森永製菓がプラントベースフード市場に参入する。独自技術により実現した新食感の代替肉「SAI MEAT(サイ ミート)」を9月20日に業務用として発売し、現在は飲食店などを中心に販売。他製品とは異なる特長を紹介することで、認知度向上を図っている。事業背景や今後の方向性などについて、新規事業開発部の松﨑勲部長に話を聞いた。

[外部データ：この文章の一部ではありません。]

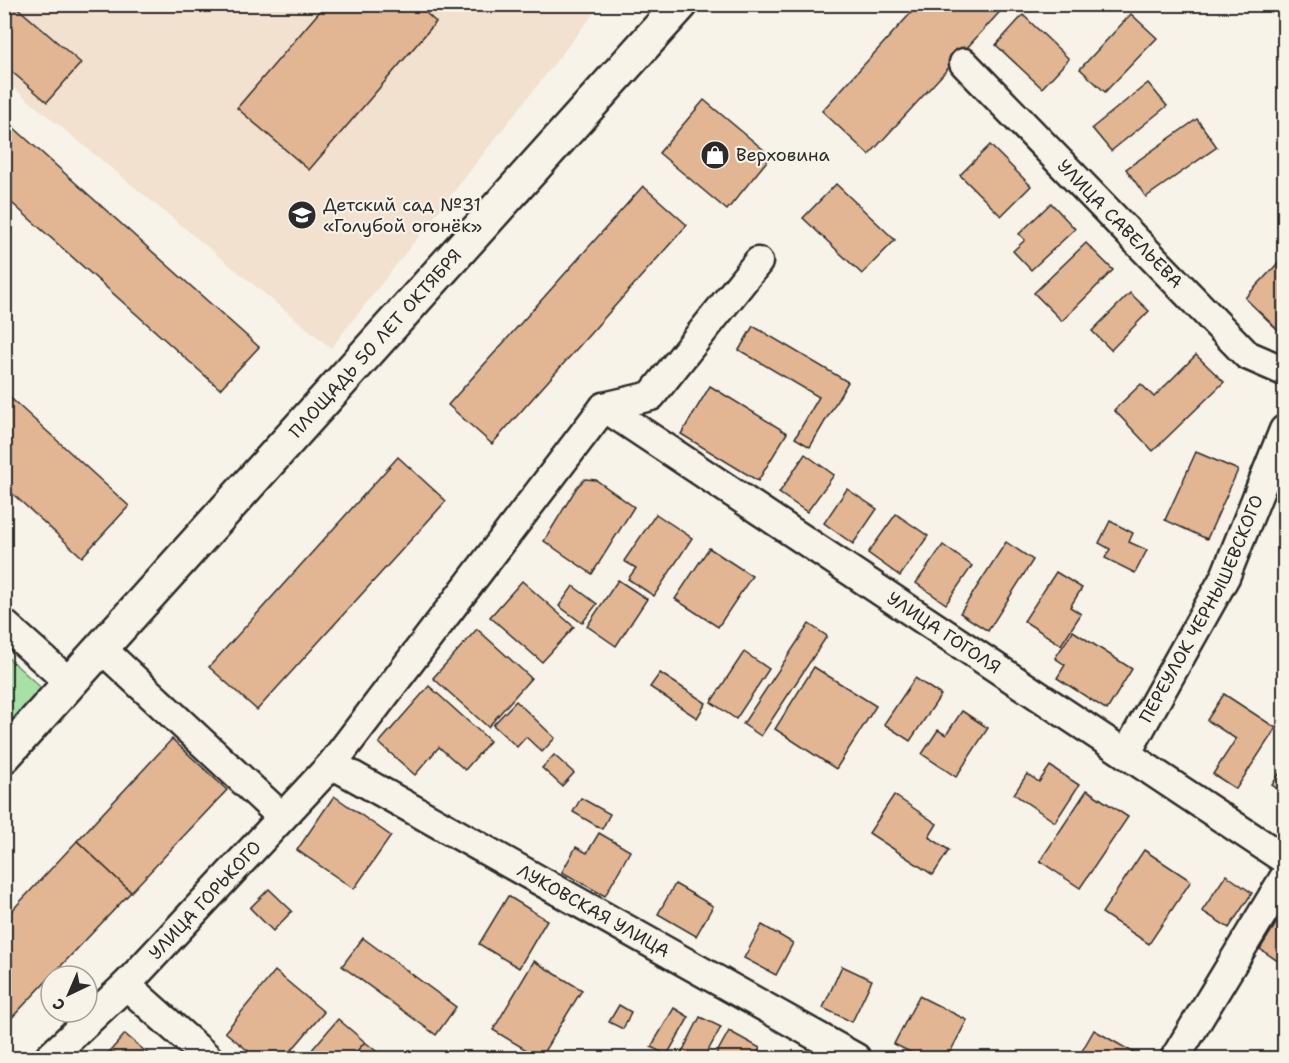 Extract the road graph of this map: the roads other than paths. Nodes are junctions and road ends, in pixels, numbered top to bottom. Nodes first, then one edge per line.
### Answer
1 (681, 4) edge
2 (964, 63) dead end
3 (758, 262) dead end
4 (1284, 370) edge
5 (604, 407) junction
6 (1284, 430) edge
7 (4, 624) edge
8 (102, 648) junction
9 (70, 683) junction
10 (1126, 754) junction
11 (4, 756) edge
12 (332, 764) junction
13 (282, 817) junction
14 (1284, 859) edge
15 (1284, 878) edge
16 (126, 985) junction
17 (49, 1059) edge
18 (208, 1059) edge
19 (856, 1059) edge
20 (1175, 1059) edge

1 - 8 street, ПЛОЩАДЬ 50 ЛЕТ ОКТЯБРЯ
2 - 4 street, УЛИЦА САВЕЛЬЕВА
3 - 5 street
5 - 10 street, УЛИЦА ГОГОЛЯ
5 - 12 street, УЛИЦА ГОРЬКОГО
6 - 10 street, ПЕРЕУЛОК ЧЕРНЫШЕВСКОГО
7 - 9 street
8 - 9 street, ПЛОЩАДЬ 50 ЛЕТ ОКТЯБРЯ
8 - 13 street
9 - 11 street, ПЛОЩАДЬ 50 ЛЕТ ОКТЯБРЯ
10 - 14 street, УЛИЦА ГОГОЛЯ
12 - 13 street, УЛИЦА ГОРЬКОГО
12 - 19 street, ЛУКОВСКАЯ УЛИЦА
13 - 16 street, УЛИЦА ГОРЬКОГО
15 - 20 street
16 - 17 street, УЛИЦА ГОРЬКОГО
16 - 18 street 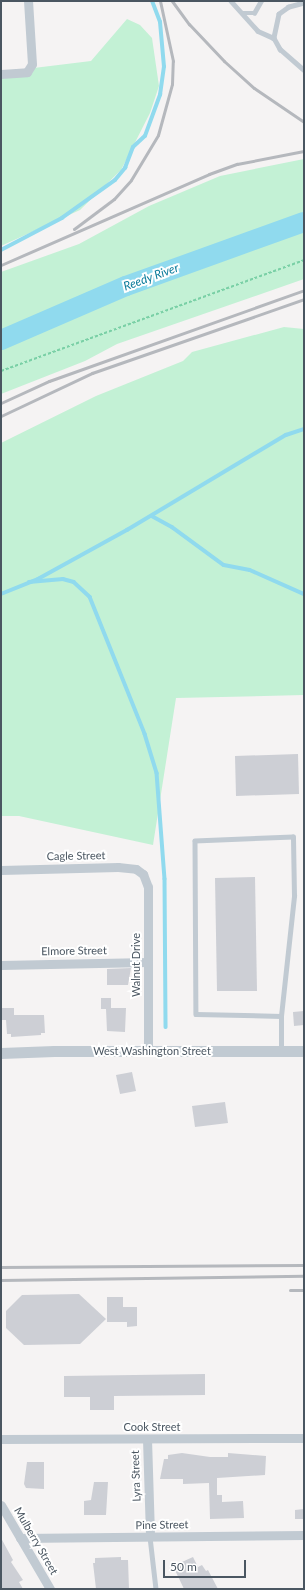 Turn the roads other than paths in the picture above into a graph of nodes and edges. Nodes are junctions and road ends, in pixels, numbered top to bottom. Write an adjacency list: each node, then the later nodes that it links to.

「SAI MEAT」は、大豆タンパクと小麦タンパクが主原料の植物性代替肉。サラダチキンのような見た目の一枚肉タイプで、ほぼ同量の90g。しかし断面は一見すると多層構造のようでもあり、やわらかくしっとりしているのに噛み応えがあるのが最大の特長。
「何よりもこだわったのは食感。肉の中でも食感が際立つ鶏むね肉のような弾力と厚みのある肉感を繊維状組織にすることで実現しました」

また、味にクセがなく大豆臭が抑えられているなど他製品とは異なる特長を多々有しており、いずれも菓子・ゼリー飲料をはじめとする自社商品の製造技術や品質管理システムなどを応用して開発された。例えば、菓子製造時に使用する食品加工機器のエクストルーダーでペースト状の原料を押出成形しており、これらの独自技術は今年3月に特許を取得している(第7036972)。

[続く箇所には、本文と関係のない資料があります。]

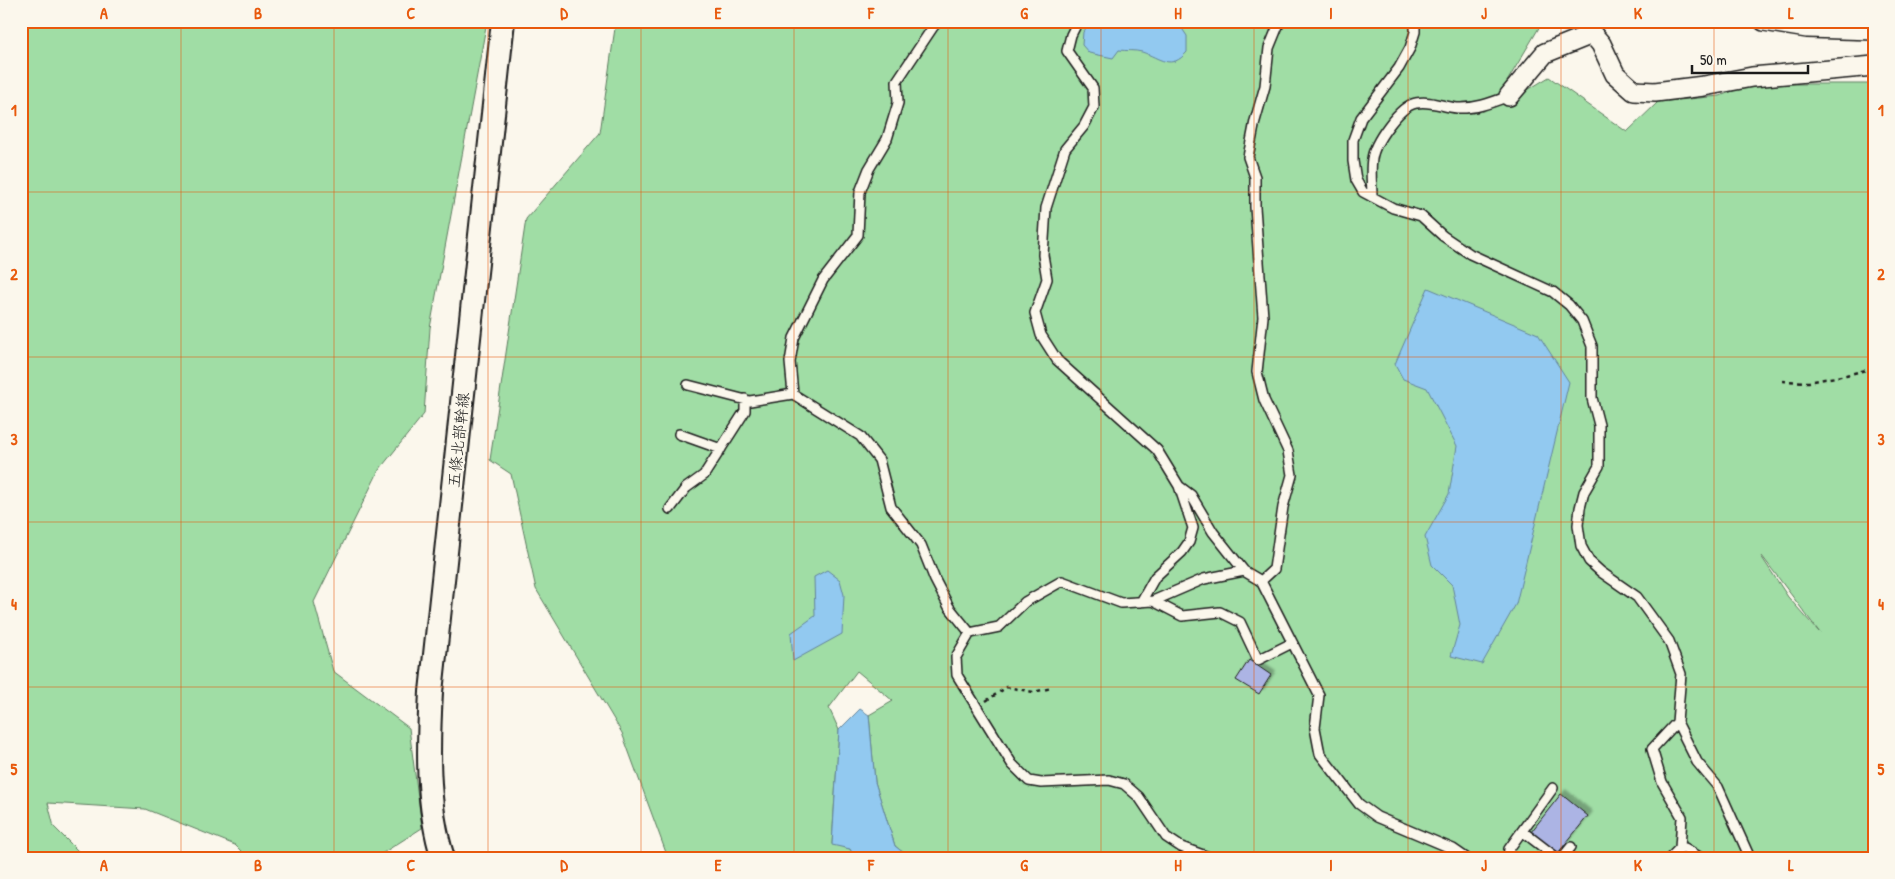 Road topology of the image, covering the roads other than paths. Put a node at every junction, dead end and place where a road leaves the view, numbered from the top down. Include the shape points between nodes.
1 (502, 21) edge
2 (938, 21) edge
3 (1078, 21) edge
4 (1280, 21) edge
5 (1415, 21) edge
6 (1764, 21) edge
7 (1586, 28) edge
8 (1874, 30) edge
9 (1874, 66) edge
10 (1509, 96) joint
11 (1372, 197) junction
12 (688, 385) dead end
13 (793, 394) junction
14 (744, 399) junction
15 (679, 434) dead end
16 (721, 449) junction
17 (1179, 486) junction
18 (670, 509) dead end
19 (1244, 571) junction
20 (1260, 581) junction
21 (1153, 601) junction
22 (1141, 602) junction
23 (970, 633) junction
24 (1292, 643) junction
25 (1677, 722) junction
26 (1553, 788) dead end
27 (1522, 831) junction
28 (1571, 847) dead end
29 (1680, 848) junction
30 (443, 858) edge
31 (1211, 858) edge
32 (1466, 858) edge
33 (1508, 858) edge
34 (1557, 858) edge
35 (1562, 858) edge
36 (1670, 858) edge
37 (1701, 858) edge
38 (1750, 858) edge

1 - 30 street, 五條北部幹線 via 431,692 430,782
2 - 13 lane via 898,81 898,103 887,139 860,192 858,234 823,280 794,338 790,362
3 - 17 lane via 1067,51 1093,88 1094,107 1084,126 1065,149 1046,208 1043,255 1046,279 1035,313 1041,335 1057,360 1157,450
4 - 20 lane via 1269,48 1266,86 1248,157 1256,177 1263,317 1257,372 1264,400 1288,451 1292,475 1282,507 1274,569
5 - 11 lane via 1416,32 1410,48 1361,118 1353,140 1356,180 1363,192
6 - 8 street via 1807,28
7 - 9 street via 1601,44 1616,74 1634,91 1654,92 1752,77
7 - 10 street via 1545,53
10 - 11 lane via 1481,106 1457,108 1433,102 1414,103 1397,116 1378,140 1372,157
11 - 25 lane via 1393,208 1421,216 1470,254 1553,292 1569,304 1582,321 1592,346 1592,398 1599,425 1599,466 1584,492 1580,508 1581,546 1589,561 1601,572 1637,597 1670,641 1681,674
12 - 14 lane
13 - 14 lane
13 - 23 lane via 860,436 879,460 891,507 921,545 950,607
14 - 16 lane via 745,411
15 - 16 lane
16 - 18 lane via 704,475 686,488
17 - 19 lane via 1191,495
17 - 22 lane via 1193,528 1189,542 1155,577
19 - 20 lane
19 - 21 lane via 1204,579
20 - 24 lane
21 - 22 lane
21 - 24 lane via 1182,616 1220,612 1240,622 1258,660
22 - 23 lane via 1121,603 1062,581 1025,602 999,627
23 - 31 lane via 956,657 957,675 1012,764 1029,781 1109,780 1124,784 1139,797 1166,837 1181,847
24 - 32 lane via 1319,695 1315,728 1320,754 1359,804 1377,817
25 - 29 lane via 1652,749 1662,782 1682,817
25 - 38 lane via 1697,762 1718,787
26 - 27 lane
27 - 33 lane
27 - 34 lane
28 - 35 lane
29 - 36 lane
29 - 37 lane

加えて簡便性も高い。賞味期限が長く常温で10カ月保存可能。水戻しや解凍不要ですぐに使用できる。加熱調理などせずにそのまま食べておいしいのも特長だが、レトルト加工することで味・風味ややわらかさを損ねることなく長期保存に成功した。食品ロス削減への配慮でもある。
「現在は上市したばかりのため研究所内で製造していますが大量生産の目途もつきつつあります。当面の目標は受注数量の増加で、併せて味・食感を追求するための研究開発も継続しています」

そもそも現時点において「SAI MEAT」は、今後幅広く流通させるために市場動向やユーザーニーズを見極めるための最終段階にある。将来的には家庭用の販売も視野に、新規事業として慎重に進めている状況だ。
「当社で植物性代替肉を販売するのは今回が初めてではありません。しかし過去の経験も踏まえ、他に類を見ない新しい商品づくりに新規事業として挑戦しているのです」

同社では、まだ輸入牛肉が高価で容易に食べられなかった1961年に、大豆タンパクが主原料の人工肉「バーグメート」を発売。その後、家庭用商品として玄米入りの大豆肉「ZEN MEAT」シリーズ3種を2017年にグループ会社が発売した。しかし当時は、乾燥タイプの大豆肉を調理食材として一般家庭に普及させるには、今よりもさらに難しい面が少なからずあった。現在は販売を終了しているが色々な経験が積み重ねられ、今日に至る。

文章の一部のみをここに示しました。